**Work order**:
Each line of the data below holding the word "Left" must be copied.
************
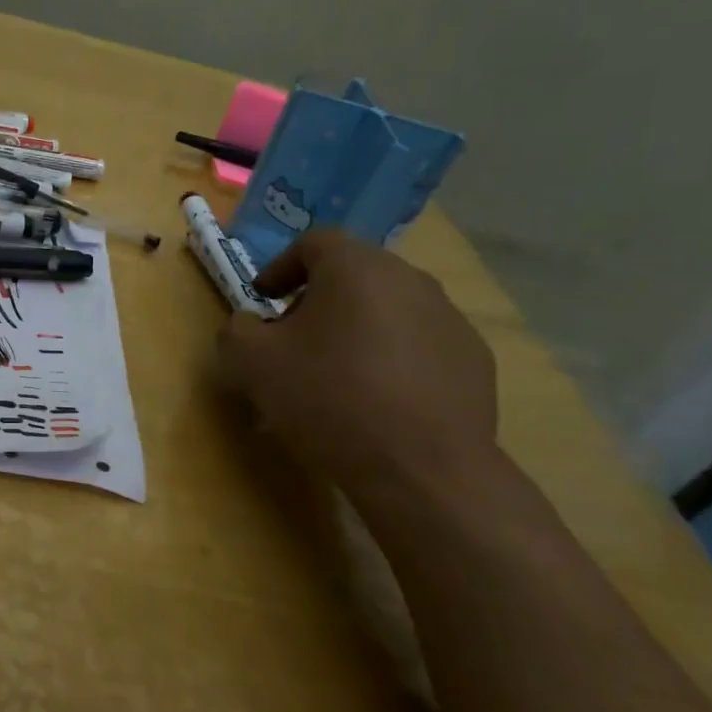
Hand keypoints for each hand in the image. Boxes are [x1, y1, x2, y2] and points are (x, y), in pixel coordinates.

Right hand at [217, 230, 498, 501]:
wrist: (421, 468)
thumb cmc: (327, 398)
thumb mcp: (251, 362)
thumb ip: (237, 330)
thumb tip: (249, 325)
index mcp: (356, 267)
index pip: (314, 243)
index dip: (281, 267)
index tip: (263, 299)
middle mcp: (410, 279)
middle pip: (353, 274)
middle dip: (317, 300)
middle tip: (293, 339)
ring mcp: (450, 318)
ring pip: (388, 309)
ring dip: (356, 329)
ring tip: (336, 374)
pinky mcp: (474, 359)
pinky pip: (419, 344)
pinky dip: (392, 358)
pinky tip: (378, 400)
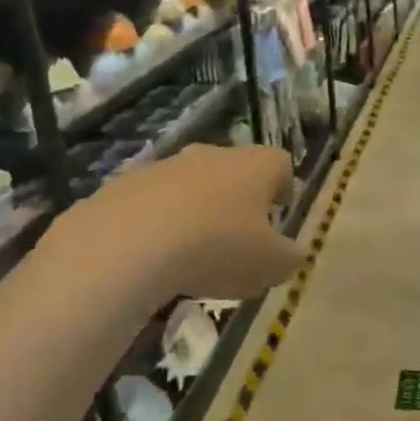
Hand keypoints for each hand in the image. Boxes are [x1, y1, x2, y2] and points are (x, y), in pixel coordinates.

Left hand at [69, 144, 305, 300]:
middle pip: (234, 169)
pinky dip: (158, 222)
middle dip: (238, 199)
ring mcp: (166, 166)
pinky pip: (152, 201)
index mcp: (255, 166)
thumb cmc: (218, 248)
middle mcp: (212, 154)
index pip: (280, 163)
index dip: (284, 187)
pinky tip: (153, 256)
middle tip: (238, 236)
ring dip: (197, 209)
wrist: (129, 243)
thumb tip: (294, 252)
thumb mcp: (271, 266)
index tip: (279, 213)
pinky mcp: (125, 183)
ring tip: (193, 252)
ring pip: (191, 184)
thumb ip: (290, 257)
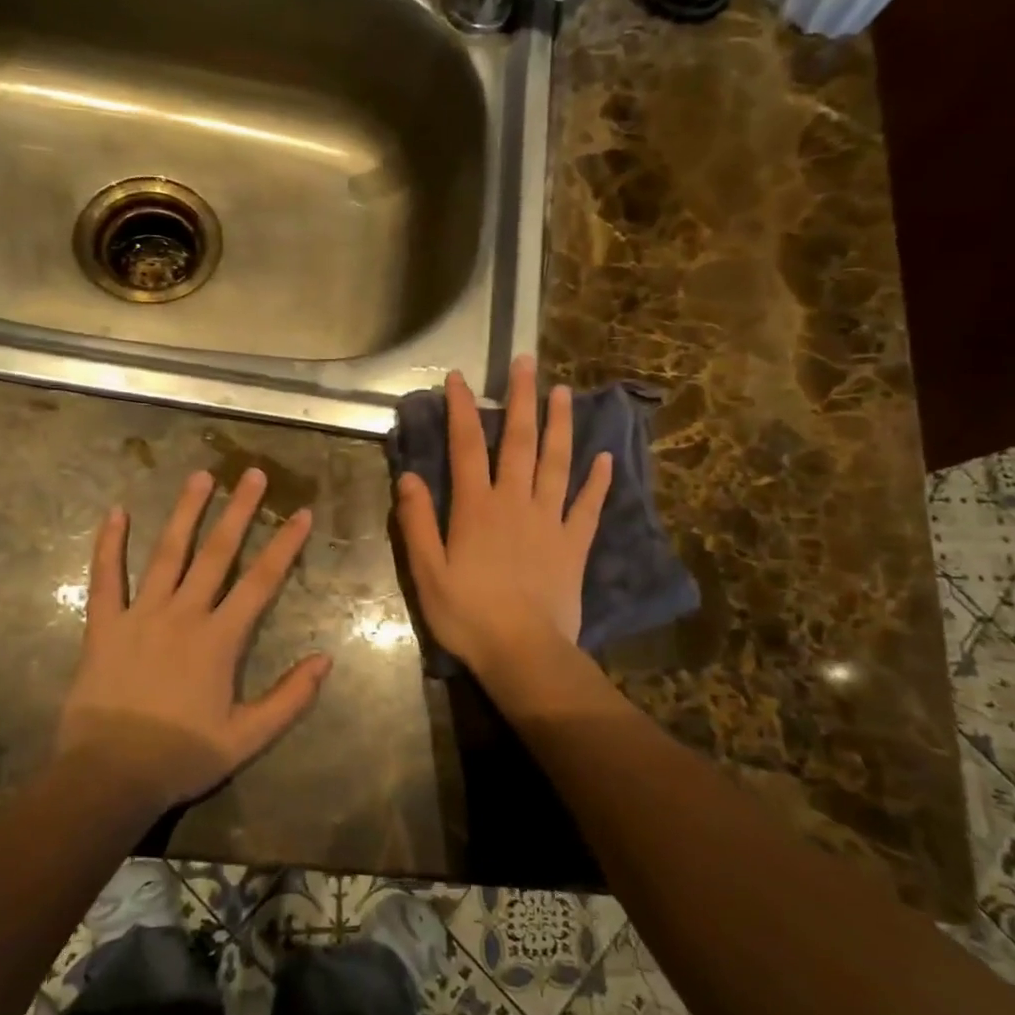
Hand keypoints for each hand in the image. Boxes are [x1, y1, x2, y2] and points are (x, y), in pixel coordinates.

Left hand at [52, 468, 329, 813]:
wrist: (109, 776)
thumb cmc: (181, 756)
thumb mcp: (247, 737)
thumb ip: (290, 698)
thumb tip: (325, 659)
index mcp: (219, 639)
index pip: (260, 581)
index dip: (284, 545)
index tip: (300, 513)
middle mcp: (183, 614)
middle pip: (217, 553)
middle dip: (238, 511)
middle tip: (252, 473)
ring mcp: (140, 615)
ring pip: (167, 553)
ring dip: (185, 512)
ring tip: (199, 477)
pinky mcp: (104, 625)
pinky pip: (105, 578)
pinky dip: (109, 545)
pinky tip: (115, 512)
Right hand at [395, 354, 611, 681]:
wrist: (524, 652)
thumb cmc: (468, 615)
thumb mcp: (427, 573)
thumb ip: (416, 522)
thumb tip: (408, 476)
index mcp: (476, 507)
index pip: (466, 446)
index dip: (462, 409)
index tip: (459, 377)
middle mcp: (515, 502)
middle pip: (519, 442)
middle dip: (521, 400)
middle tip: (527, 363)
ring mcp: (550, 521)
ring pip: (557, 462)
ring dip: (560, 425)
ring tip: (565, 392)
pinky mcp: (574, 544)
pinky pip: (588, 506)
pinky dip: (597, 482)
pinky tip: (605, 459)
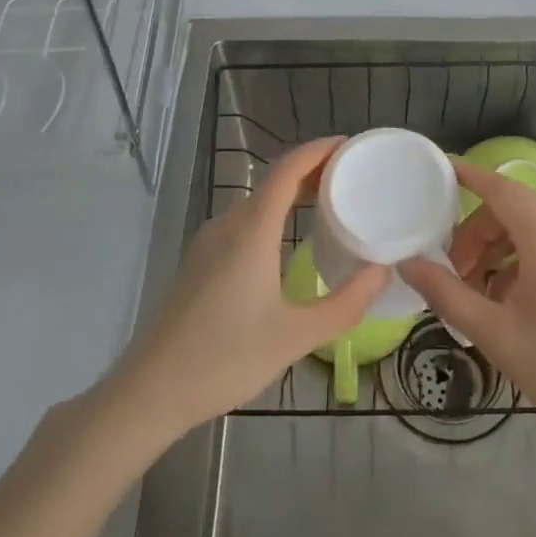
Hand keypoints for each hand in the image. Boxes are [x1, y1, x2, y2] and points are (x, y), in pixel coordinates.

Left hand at [111, 137, 387, 438]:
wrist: (151, 390)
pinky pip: (244, 222)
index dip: (319, 150)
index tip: (350, 145)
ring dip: (292, 193)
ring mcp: (209, 243)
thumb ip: (346, 303)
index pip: (288, 169)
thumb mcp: (297, 337)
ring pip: (257, 202)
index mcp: (251, 231)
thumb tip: (384, 271)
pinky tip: (290, 239)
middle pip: (273, 181)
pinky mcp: (201, 262)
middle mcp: (228, 225)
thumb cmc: (225, 358)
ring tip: (330, 203)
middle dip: (312, 170)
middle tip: (352, 176)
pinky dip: (274, 215)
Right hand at [399, 160, 535, 448]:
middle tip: (452, 272)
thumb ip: (447, 293)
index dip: (467, 177)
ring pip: (534, 229)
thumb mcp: (497, 335)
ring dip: (499, 249)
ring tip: (479, 294)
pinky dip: (525, 260)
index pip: (500, 188)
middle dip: (476, 232)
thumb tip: (408, 264)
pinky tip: (513, 302)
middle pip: (514, 210)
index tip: (436, 172)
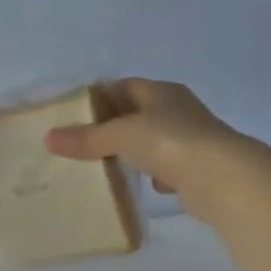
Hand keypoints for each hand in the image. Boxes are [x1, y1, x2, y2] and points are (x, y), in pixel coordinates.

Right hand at [44, 79, 252, 216]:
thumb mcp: (121, 135)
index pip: (124, 86)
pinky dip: (153, 173)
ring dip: (133, 151)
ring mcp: (190, 139)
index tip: (73, 114)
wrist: (222, 177)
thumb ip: (87, 138)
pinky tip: (142, 184)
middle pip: (137, 113)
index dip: (98, 97)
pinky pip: (168, 166)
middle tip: (81, 142)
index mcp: (161, 92)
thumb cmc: (169, 142)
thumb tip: (48, 138)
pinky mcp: (197, 167)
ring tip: (104, 164)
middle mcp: (177, 110)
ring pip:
************
**Solved exercise**:
Left hand at [69, 144, 305, 300]:
Left hand at [52, 468, 329, 813]:
Left hand at [111, 137, 387, 438]:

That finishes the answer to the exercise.